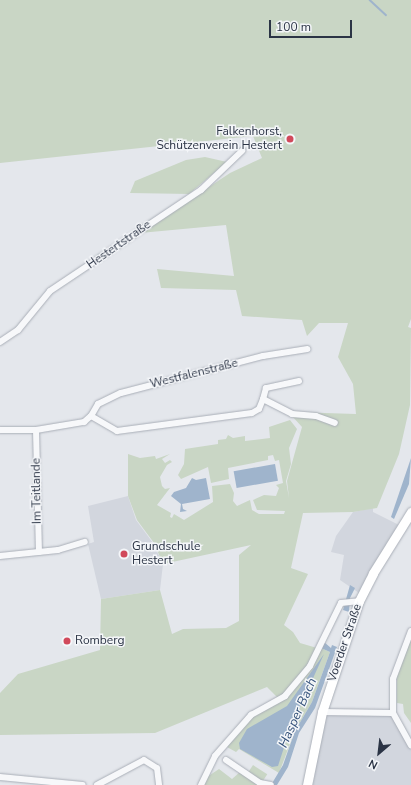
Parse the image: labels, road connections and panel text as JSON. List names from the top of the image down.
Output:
{
  "streets": {
    "main road": ["Voerder Straße"],
    "street": ["Hestertstraße", "Westfalenstraße", "Im Teitlande"]
  },
  "crossings": [
    ["Westfalenstraße", "Im Teitlande"]
  ],
  "water": ["Hasper Bach"],
  "places": ["Falkenhorst, Schützenverein Hestert", "Grundschule Hestert", "Romberg"],
  "scale_bar": "100 m",
  "north": "bottom left"
}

About this task →
Could you set down the records above word for word, without any of the pictures?

Task result →
Parse the image: labels, road connections and panel text as JSON. List names from the top of the image down.
Output:
{
  "streets": {
    "main road": ["Voerder Straße"],
    "street": ["Hestertstraße", "Westfalenstraße", "Im Teitlande"]
  },
  "crossings": [
    ["Westfalenstraße", "Im Teitlande"]
  ],
  "water": ["Hasper Bach"],
  "places": ["Falkenhorst, Schützenverein Hestert", "Grundschule Hestert", "Romberg"],
  "scale_bar": "100 m",
  "north": "bottom left"
}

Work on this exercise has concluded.